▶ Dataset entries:
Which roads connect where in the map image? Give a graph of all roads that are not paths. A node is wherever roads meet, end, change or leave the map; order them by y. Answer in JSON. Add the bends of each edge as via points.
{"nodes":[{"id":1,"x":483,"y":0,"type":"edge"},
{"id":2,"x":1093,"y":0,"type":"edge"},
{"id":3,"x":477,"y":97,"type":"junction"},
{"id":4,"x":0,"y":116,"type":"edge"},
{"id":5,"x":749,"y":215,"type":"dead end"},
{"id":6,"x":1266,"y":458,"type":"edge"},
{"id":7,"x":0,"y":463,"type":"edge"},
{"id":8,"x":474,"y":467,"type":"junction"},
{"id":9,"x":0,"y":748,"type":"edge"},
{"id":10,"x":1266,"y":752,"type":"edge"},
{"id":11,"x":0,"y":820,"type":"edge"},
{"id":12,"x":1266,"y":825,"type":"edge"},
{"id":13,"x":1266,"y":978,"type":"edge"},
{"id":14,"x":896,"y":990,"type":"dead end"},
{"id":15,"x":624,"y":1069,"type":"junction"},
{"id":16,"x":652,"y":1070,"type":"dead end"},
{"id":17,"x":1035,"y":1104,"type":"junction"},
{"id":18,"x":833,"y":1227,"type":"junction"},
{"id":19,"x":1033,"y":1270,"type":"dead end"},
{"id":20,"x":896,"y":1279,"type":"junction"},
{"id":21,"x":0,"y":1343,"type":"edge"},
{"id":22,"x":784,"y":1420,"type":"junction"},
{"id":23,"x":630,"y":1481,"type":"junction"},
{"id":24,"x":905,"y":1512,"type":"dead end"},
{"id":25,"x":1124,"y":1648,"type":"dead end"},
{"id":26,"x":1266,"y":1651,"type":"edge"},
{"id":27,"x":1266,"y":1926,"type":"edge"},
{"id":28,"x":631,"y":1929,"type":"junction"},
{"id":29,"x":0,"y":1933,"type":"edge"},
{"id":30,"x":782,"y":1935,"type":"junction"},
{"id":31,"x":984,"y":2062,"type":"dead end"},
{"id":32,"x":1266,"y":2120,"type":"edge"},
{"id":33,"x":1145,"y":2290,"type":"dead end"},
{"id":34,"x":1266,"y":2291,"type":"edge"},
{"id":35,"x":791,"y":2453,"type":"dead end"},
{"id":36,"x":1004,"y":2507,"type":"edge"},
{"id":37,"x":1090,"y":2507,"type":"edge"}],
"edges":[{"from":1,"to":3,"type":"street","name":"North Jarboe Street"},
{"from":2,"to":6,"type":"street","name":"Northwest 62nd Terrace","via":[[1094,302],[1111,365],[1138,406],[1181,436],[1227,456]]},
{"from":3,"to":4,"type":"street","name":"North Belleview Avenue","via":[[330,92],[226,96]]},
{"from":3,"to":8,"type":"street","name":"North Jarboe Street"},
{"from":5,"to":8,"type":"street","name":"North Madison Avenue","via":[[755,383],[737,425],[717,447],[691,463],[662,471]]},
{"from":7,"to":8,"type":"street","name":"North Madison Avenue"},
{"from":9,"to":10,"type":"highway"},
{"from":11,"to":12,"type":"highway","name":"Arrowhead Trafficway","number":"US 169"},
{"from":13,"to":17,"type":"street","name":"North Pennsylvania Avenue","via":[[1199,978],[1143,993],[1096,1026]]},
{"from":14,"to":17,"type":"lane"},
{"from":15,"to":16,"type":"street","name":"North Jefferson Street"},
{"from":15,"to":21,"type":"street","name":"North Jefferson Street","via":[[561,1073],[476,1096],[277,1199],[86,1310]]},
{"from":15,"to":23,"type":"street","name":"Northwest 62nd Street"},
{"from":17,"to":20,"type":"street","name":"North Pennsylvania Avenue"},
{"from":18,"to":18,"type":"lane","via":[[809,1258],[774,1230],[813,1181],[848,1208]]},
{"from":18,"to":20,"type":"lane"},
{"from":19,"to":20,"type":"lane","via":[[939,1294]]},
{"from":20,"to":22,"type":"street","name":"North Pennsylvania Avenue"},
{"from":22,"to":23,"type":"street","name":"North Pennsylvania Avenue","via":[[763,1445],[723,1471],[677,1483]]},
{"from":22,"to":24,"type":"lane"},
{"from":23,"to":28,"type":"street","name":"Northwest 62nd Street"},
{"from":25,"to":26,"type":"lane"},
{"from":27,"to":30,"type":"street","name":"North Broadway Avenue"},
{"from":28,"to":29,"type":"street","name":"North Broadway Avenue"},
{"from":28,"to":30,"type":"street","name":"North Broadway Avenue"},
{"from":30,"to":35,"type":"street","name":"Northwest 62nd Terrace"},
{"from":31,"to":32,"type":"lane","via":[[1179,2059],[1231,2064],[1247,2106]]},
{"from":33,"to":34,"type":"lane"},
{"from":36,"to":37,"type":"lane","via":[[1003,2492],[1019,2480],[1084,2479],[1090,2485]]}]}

▶ Prompt: All that is wanted is the number of lines in the records that include the string "Broadway".

▶ Your response: 3